Where in the data below does the word "Shields" appear? Copy every line that has it.

Dataset.

——————

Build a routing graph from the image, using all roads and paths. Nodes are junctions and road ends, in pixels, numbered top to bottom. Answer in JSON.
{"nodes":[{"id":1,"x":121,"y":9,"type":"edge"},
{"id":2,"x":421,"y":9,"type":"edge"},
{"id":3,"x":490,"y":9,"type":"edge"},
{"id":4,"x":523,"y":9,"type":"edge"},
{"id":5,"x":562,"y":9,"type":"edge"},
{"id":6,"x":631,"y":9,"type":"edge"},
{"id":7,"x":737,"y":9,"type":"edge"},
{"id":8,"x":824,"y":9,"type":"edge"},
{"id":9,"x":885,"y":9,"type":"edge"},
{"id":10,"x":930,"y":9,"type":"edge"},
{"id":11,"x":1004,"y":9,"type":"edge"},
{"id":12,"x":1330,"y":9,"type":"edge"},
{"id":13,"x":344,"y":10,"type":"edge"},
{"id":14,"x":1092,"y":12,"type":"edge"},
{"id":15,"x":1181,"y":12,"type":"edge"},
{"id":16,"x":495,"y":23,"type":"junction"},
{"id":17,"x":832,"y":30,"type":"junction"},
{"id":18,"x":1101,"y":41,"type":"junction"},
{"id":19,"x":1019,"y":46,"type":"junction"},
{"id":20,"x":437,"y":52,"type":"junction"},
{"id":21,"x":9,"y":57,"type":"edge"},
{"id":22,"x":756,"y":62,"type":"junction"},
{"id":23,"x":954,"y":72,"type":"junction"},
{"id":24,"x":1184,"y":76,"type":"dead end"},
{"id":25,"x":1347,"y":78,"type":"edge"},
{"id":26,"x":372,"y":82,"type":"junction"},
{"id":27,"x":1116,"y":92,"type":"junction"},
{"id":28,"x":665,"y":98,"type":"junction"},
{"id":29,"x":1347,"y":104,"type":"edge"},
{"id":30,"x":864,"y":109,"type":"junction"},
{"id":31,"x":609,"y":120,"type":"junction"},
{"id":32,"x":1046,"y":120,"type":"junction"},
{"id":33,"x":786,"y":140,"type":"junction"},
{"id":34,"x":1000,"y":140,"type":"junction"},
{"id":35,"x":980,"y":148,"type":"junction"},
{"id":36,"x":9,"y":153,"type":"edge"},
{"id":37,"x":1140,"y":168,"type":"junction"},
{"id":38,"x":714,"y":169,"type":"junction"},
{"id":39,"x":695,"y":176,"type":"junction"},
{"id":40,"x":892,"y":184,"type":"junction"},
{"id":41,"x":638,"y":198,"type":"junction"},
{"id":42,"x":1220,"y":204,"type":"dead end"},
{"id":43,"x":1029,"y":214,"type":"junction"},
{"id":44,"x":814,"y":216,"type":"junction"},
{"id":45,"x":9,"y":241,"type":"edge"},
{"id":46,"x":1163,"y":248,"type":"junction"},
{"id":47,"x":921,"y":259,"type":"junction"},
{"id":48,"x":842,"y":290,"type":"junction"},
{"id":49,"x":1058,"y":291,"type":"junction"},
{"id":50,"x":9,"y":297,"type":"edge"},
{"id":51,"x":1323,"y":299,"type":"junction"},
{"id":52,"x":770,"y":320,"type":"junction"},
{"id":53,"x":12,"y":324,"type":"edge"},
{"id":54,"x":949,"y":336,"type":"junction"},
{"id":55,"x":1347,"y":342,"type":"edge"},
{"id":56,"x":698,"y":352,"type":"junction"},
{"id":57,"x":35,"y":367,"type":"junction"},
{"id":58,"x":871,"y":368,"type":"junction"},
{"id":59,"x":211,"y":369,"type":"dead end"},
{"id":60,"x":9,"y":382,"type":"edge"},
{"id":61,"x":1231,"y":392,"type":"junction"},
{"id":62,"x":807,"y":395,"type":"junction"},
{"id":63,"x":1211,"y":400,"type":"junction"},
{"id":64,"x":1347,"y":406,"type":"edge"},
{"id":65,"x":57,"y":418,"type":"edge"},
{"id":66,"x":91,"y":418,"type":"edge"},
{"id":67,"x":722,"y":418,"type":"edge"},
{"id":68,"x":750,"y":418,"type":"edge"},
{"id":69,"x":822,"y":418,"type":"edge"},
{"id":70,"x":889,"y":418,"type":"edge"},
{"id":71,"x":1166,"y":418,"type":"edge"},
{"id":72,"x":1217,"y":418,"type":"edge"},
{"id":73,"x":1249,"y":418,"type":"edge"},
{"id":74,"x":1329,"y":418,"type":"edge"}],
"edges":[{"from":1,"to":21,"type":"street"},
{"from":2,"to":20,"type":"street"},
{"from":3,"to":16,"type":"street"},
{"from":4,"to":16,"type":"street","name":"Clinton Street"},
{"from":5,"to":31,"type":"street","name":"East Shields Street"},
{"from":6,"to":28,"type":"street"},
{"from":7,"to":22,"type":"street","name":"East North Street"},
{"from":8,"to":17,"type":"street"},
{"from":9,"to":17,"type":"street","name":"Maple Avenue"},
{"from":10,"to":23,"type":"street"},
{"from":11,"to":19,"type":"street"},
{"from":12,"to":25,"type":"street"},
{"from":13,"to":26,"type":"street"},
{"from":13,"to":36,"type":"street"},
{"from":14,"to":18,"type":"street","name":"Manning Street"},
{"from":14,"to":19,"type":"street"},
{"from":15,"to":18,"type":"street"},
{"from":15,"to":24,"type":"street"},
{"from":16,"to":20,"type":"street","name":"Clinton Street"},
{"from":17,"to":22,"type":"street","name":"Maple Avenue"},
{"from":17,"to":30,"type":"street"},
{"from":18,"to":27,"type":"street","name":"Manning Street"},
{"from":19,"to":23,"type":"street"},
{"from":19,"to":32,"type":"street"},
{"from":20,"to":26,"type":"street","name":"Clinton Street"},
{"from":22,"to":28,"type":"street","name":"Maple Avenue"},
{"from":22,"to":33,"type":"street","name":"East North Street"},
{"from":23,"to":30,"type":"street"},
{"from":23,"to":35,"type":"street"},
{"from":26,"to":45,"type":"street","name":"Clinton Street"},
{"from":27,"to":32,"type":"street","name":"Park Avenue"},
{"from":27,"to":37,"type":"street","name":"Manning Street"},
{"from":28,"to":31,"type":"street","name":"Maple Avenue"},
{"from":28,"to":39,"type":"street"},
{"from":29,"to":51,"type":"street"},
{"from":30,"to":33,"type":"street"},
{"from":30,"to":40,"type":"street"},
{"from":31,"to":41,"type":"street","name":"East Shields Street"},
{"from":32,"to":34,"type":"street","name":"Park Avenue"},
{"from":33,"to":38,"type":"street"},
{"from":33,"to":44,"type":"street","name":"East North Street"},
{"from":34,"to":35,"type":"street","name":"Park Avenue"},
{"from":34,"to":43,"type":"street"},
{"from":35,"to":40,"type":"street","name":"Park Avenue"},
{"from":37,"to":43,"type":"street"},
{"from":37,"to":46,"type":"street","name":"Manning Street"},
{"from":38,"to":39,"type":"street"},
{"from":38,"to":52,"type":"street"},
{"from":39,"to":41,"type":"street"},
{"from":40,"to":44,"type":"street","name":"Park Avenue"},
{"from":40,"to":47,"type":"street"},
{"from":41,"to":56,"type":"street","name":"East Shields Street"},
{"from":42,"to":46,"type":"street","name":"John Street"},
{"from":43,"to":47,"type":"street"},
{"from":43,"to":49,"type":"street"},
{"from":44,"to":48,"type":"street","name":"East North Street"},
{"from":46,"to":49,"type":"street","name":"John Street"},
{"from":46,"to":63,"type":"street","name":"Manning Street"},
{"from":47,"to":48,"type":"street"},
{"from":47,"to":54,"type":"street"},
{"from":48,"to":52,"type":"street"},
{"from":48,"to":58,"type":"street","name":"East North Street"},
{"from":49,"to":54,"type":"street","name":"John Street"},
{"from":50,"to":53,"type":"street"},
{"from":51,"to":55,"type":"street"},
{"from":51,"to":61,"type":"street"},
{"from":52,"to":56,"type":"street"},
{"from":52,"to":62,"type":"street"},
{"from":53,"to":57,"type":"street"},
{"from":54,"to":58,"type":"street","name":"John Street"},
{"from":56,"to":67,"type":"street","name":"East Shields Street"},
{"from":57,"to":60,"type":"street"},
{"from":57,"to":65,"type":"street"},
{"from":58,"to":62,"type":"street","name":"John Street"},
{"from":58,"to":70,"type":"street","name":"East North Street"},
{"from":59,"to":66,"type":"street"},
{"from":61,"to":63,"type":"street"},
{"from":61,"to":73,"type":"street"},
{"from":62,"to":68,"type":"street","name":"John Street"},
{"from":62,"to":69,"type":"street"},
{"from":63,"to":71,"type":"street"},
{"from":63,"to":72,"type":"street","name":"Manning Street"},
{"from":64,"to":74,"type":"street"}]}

——————

Exercise output.
{"from":5,"to":31,"type":"street","name":"East Shields Street"},
{"from":31,"to":41,"type":"street","name":"East Shields Street"},
{"from":41,"to":56,"type":"street","name":"East Shields Street"},
{"from":56,"to":67,"type":"street","name":"East Shields Street"},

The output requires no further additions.